Methadone is a long-acting opioid medication. Unlike morphine, heroin, oxycodone, and other addictive opioids that remain in the brain and body for only a short time, methadone has effects that last for days. Methadone causes dependence, but—because of its steadier influence on the mu opioid receptors—it produces minimal tolerance and alleviates craving and compulsive drug use. In addition, methadone therapy tends to normalize many aspects of the hormonal disruptions found in addicted individuals. Methadone treatment reduces relapse rates, facilitates behavioral therapy, and enables patients to concentrate on life tasks such as maintaining relationships and holding jobs. Patients are generally started on a daily dose of 20 mg to 30 mg, with increases of 5 mg to 10 mg until a dose of 60 mg to 100 mg per day is achieved. The higher doses produce full suppression of opioid craving. Patients generally stay on methadone for 6 months to 3 years, some much longer. Relapse is common among patients who discontinue methadone after only 2 years or less, and many patients have benefited from lifelong methadone maintenance.

LAAM.

A longer acting derivative of methadone, LAAM can be given three times per week. Recent concerns about heart rhythm problems have limited LAAM’s use. Dosing with LAAM is highly individualized, and three-times-weekly doses range from 40 mg to 140 mg.

Naltrexone.

Naltrexone is used to help patients avoid relapse after they have been detoxified from opioid dependence.
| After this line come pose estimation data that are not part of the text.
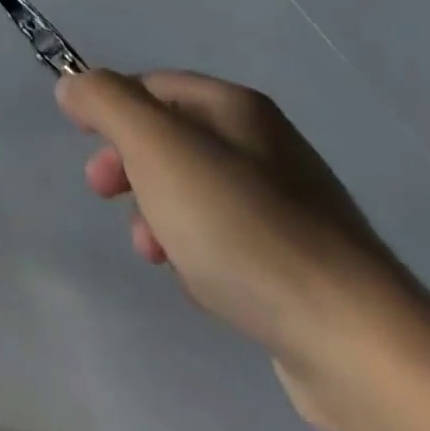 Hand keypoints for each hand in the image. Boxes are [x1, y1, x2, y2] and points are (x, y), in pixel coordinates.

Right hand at [55, 70, 418, 429]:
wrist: (357, 344)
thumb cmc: (240, 224)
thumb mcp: (154, 144)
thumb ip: (104, 101)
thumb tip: (72, 86)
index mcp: (237, 107)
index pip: (152, 85)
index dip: (111, 108)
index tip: (84, 143)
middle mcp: (268, 147)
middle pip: (172, 139)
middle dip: (130, 165)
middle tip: (105, 194)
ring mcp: (293, 209)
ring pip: (197, 194)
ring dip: (160, 214)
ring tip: (153, 252)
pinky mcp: (306, 269)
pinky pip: (230, 243)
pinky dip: (201, 254)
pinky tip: (201, 285) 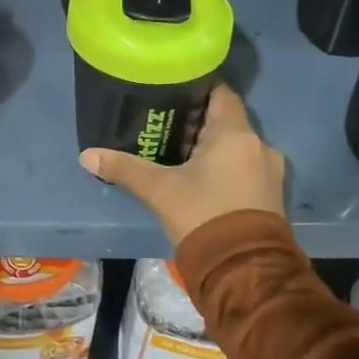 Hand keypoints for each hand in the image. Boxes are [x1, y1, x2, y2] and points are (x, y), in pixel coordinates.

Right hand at [79, 83, 284, 244]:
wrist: (244, 271)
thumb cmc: (203, 216)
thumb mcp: (159, 191)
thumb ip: (125, 168)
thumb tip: (87, 155)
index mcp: (235, 134)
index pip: (221, 92)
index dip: (197, 86)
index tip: (172, 90)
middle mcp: (259, 145)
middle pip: (227, 119)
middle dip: (198, 120)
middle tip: (165, 123)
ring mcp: (269, 171)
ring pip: (236, 146)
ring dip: (212, 147)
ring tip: (179, 152)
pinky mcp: (271, 195)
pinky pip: (245, 167)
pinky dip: (225, 166)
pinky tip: (201, 178) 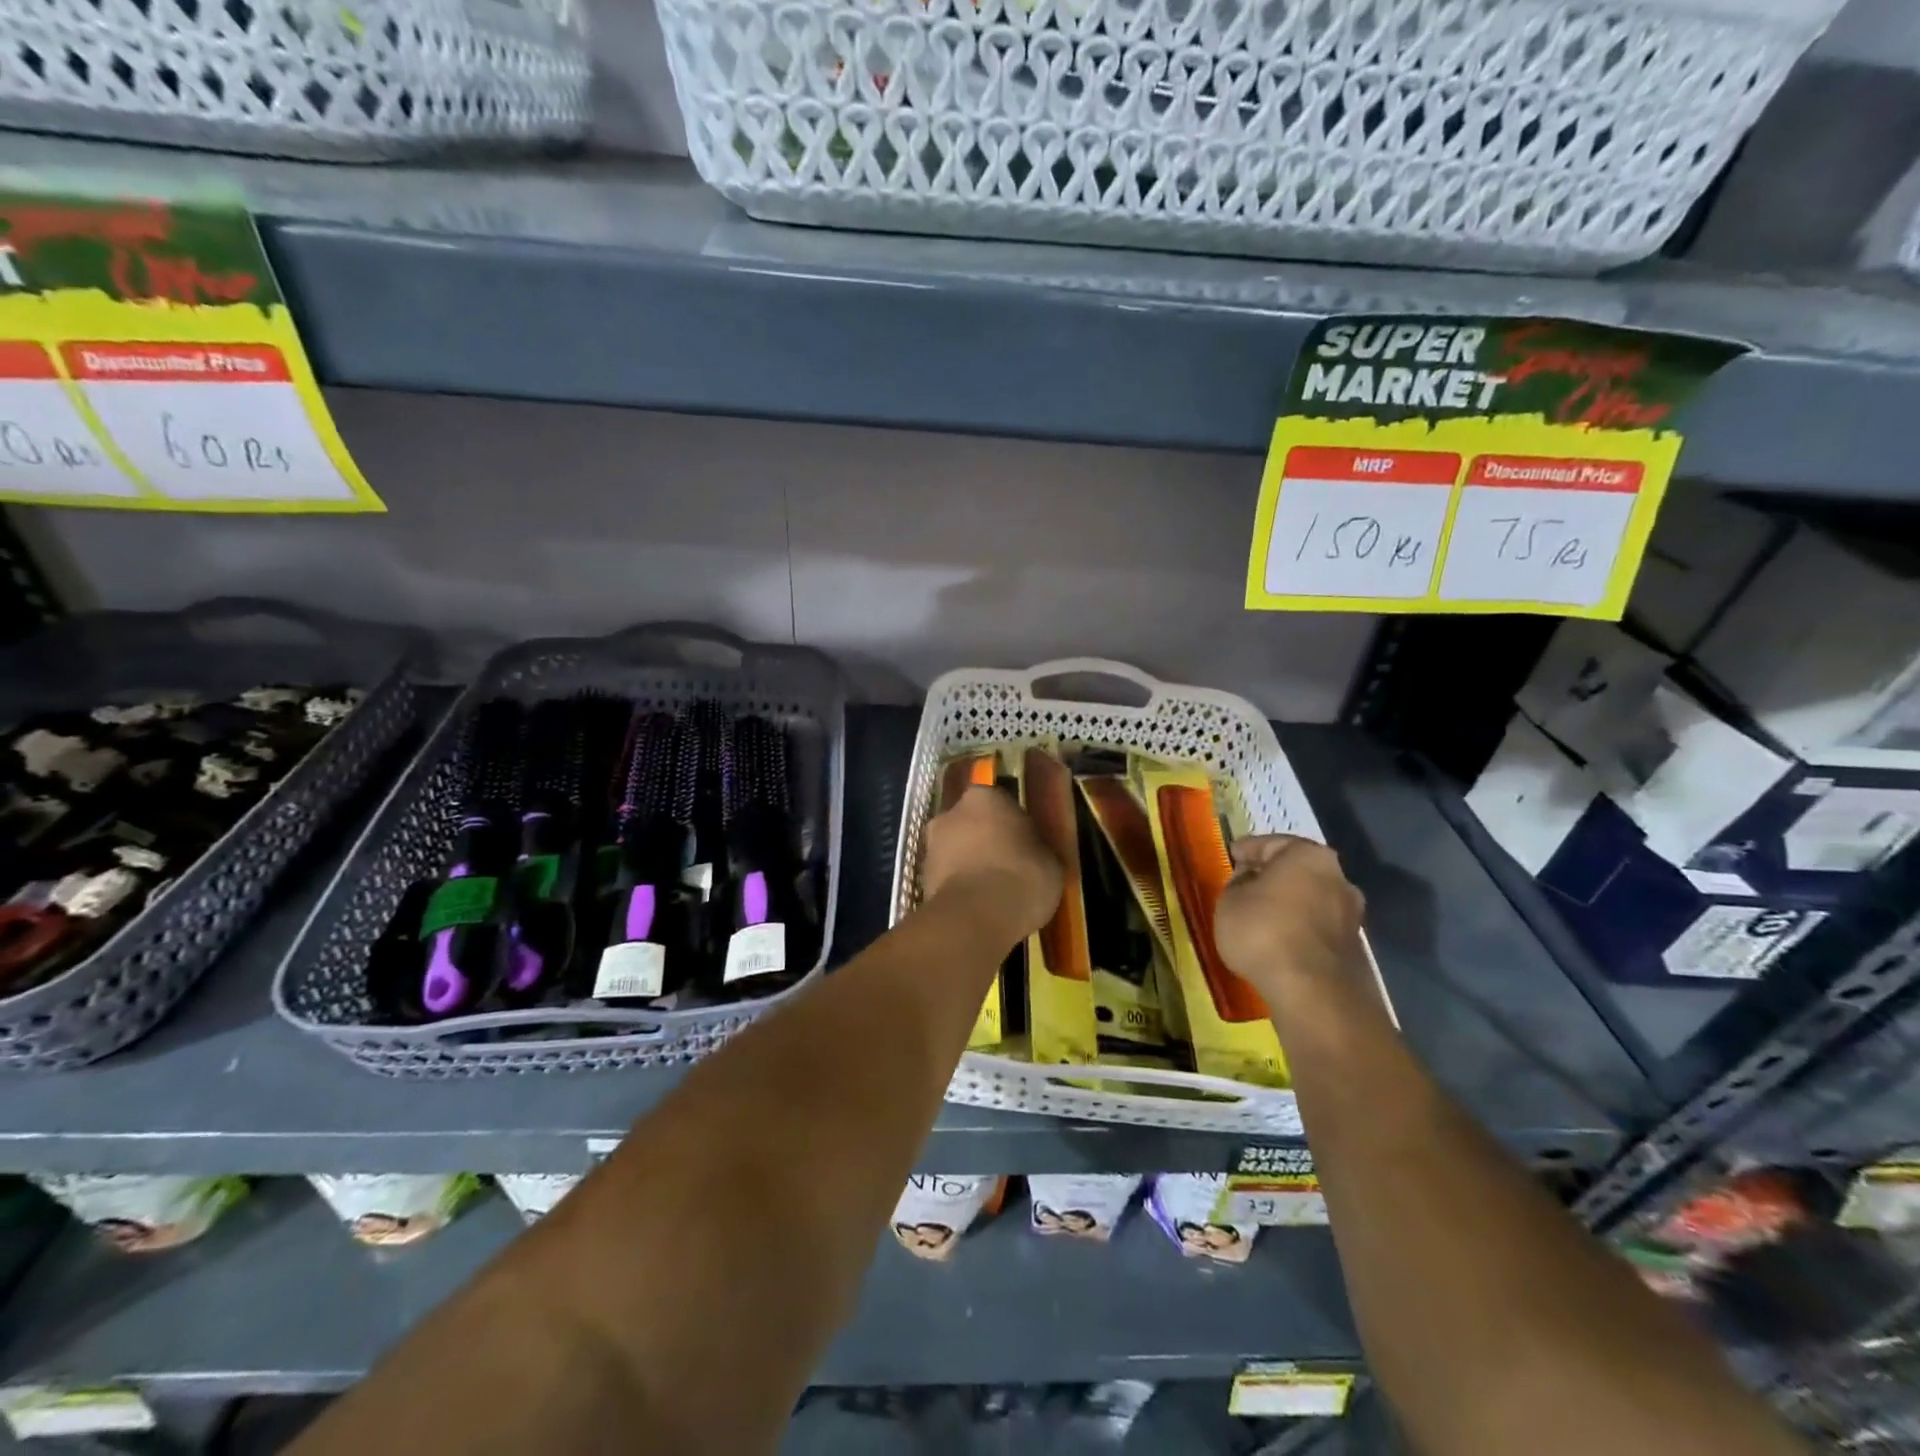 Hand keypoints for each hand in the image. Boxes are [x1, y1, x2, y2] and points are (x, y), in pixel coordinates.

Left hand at [922, 785, 1062, 950]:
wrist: (977, 918)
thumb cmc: (1022, 877)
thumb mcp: (1050, 860)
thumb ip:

Naltrexone clings to the mu opioid receptors 100 times more strongly than opioids do, but it does not promote the brain processes that produce feelings of pleasure. An individual who is adequately dosed with naltrex-one does not obtain any pleasure from addictive opioids and is less motivated to use them. Before naltrexone treatment is started, patients must be fully detoxified from all opioids, including methadone and other treatment medications; otherwise, they will be at risk for severe withdrawal. Naltrexone is given at 50 mg per day or up to 200 mg twice weekly. Patients’ liver function should be tested before treatment starts

Buprenorphine.

Buprenorphine’s action on the mu opioid receptors elicits two different therapeutic responses within the brain cells, depending on the dose. At low doses buprenorphine has effects like methadone, but at high doses it behaves like naltrexone, blocking the receptors so strongly that it can precipitate withdrawal in highly dependent patients.